• _Problem details_: Return all the entries exactly. No pictures.

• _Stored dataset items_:

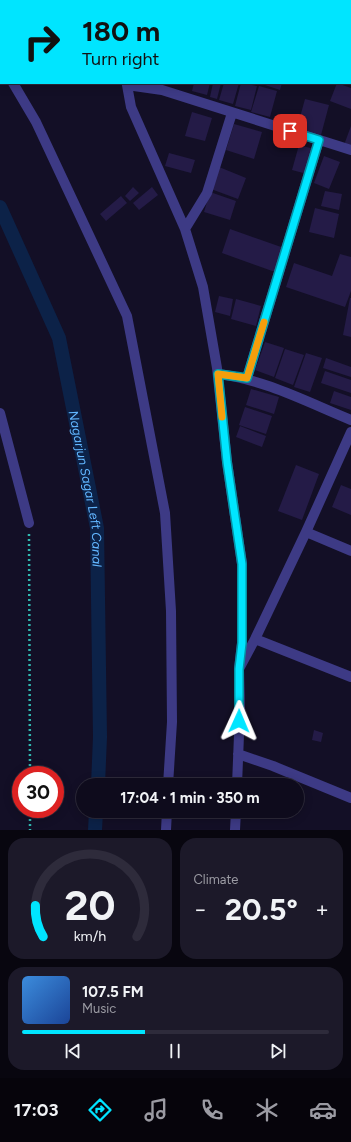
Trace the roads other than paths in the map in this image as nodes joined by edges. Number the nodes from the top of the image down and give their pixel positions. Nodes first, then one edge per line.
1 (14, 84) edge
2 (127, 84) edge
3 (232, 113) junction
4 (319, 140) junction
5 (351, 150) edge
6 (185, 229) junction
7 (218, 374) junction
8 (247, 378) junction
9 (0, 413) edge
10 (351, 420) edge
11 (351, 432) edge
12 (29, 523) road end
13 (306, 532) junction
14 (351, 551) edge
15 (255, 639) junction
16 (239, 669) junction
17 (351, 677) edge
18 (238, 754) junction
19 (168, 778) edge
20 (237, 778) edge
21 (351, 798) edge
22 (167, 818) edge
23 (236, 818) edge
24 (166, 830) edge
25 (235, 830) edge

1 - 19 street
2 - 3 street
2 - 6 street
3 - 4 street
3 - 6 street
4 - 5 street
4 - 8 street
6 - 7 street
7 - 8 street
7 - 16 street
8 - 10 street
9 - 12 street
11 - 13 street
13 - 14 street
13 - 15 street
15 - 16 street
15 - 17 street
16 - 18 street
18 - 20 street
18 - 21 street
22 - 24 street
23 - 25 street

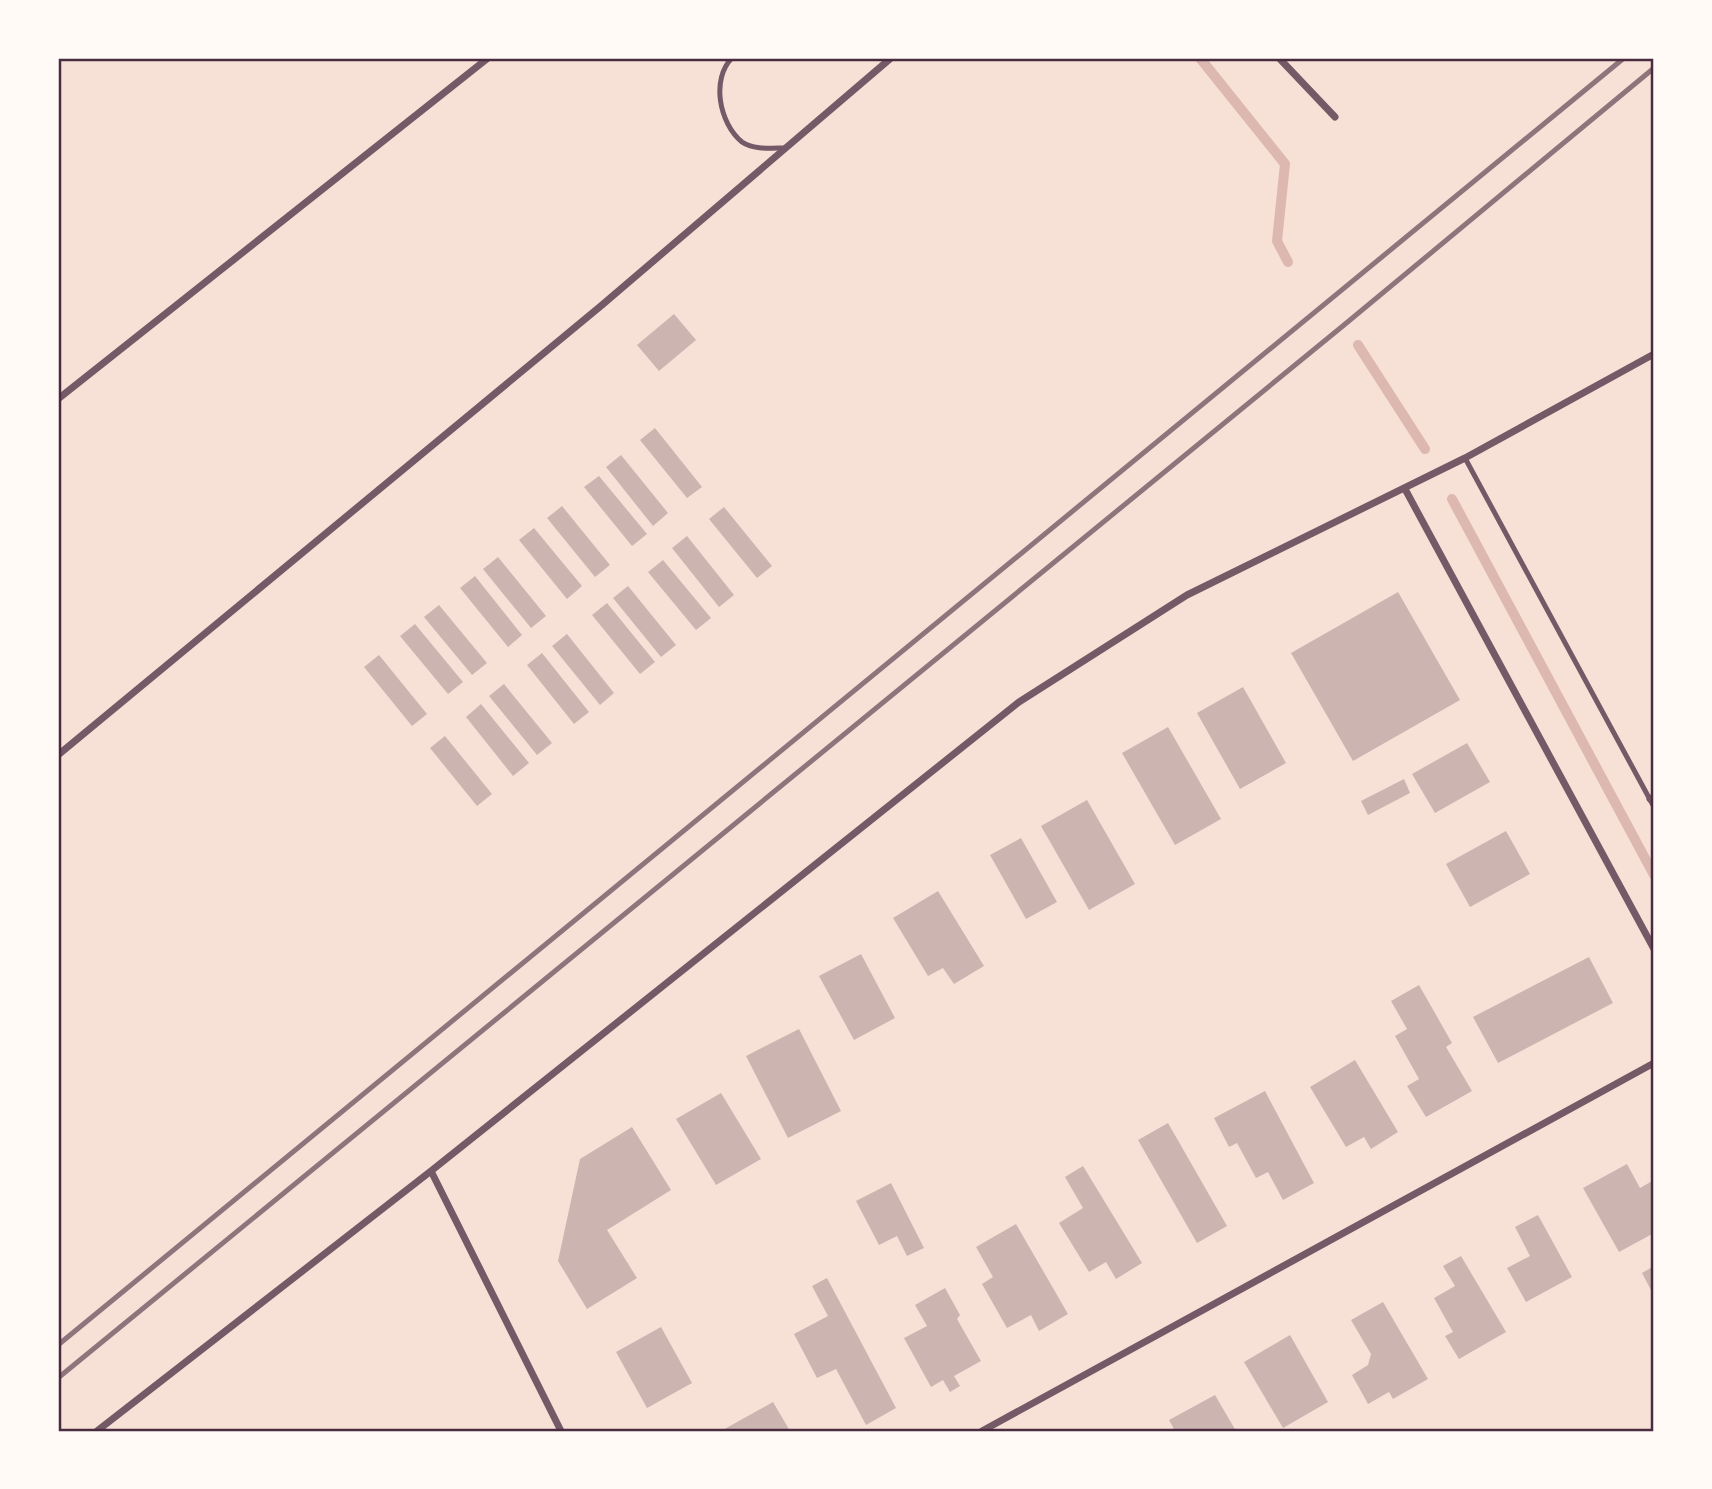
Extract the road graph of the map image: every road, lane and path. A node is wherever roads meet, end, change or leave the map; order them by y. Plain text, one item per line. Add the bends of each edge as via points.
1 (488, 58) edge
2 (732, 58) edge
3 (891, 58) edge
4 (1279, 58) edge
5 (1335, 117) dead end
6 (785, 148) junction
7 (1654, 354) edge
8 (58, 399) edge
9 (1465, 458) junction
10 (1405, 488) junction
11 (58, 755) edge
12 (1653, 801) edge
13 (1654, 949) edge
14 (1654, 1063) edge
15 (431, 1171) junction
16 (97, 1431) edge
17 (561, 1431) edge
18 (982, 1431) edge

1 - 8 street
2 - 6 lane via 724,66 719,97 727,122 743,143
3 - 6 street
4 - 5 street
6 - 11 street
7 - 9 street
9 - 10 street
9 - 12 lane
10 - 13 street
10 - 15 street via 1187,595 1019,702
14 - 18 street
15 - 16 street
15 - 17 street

• _Written answer_:
Trace the roads other than paths in the map in this image as nodes joined by edges. Number the nodes from the top of the image down and give their pixel positions. Nodes first, then one edge per line.
1 (14, 84) edge
2 (127, 84) edge
3 (232, 113) junction
4 (319, 140) junction
5 (351, 150) edge
6 (185, 229) junction
7 (218, 374) junction
8 (247, 378) junction
9 (0, 413) edge
10 (351, 420) edge
11 (351, 432) edge
12 (29, 523) road end
13 (306, 532) junction
14 (351, 551) edge
15 (255, 639) junction
16 (239, 669) junction
17 (351, 677) edge
18 (238, 754) junction
19 (168, 778) edge
20 (237, 778) edge
21 (351, 798) edge
22 (167, 818) edge
23 (236, 818) edge
24 (166, 830) edge
25 (235, 830) edge

1 - 19 street
2 - 3 street
2 - 6 street
3 - 4 street
3 - 6 street
4 - 5 street
4 - 8 street
6 - 7 street
7 - 8 street
7 - 16 street
8 - 10 street
9 - 12 street
11 - 13 street
13 - 14 street
13 - 15 street
15 - 16 street
15 - 17 street
16 - 18 street
18 - 20 street
18 - 21 street
22 - 24 street
23 - 25 street

Extract the road graph of the map image: every road, lane and path. A node is wherever roads meet, end, change or leave the map; order them by y. Plain text, one item per line. Add the bends of each edge as via points.
1 (488, 58) edge
2 (732, 58) edge
3 (891, 58) edge
4 (1279, 58) edge
5 (1335, 117) dead end
6 (785, 148) junction
7 (1654, 354) edge
8 (58, 399) edge
9 (1465, 458) junction
10 (1405, 488) junction
11 (58, 755) edge
12 (1653, 801) edge
13 (1654, 949) edge
14 (1654, 1063) edge
15 (431, 1171) junction
16 (97, 1431) edge
17 (561, 1431) edge
18 (982, 1431) edge

1 - 8 street
2 - 6 lane via 724,66 719,97 727,122 743,143
3 - 6 street
4 - 5 street
6 - 11 street
7 - 9 street
9 - 10 street
9 - 12 lane
10 - 13 street
10 - 15 street via 1187,595 1019,702
14 - 18 street
15 - 16 street
15 - 17 street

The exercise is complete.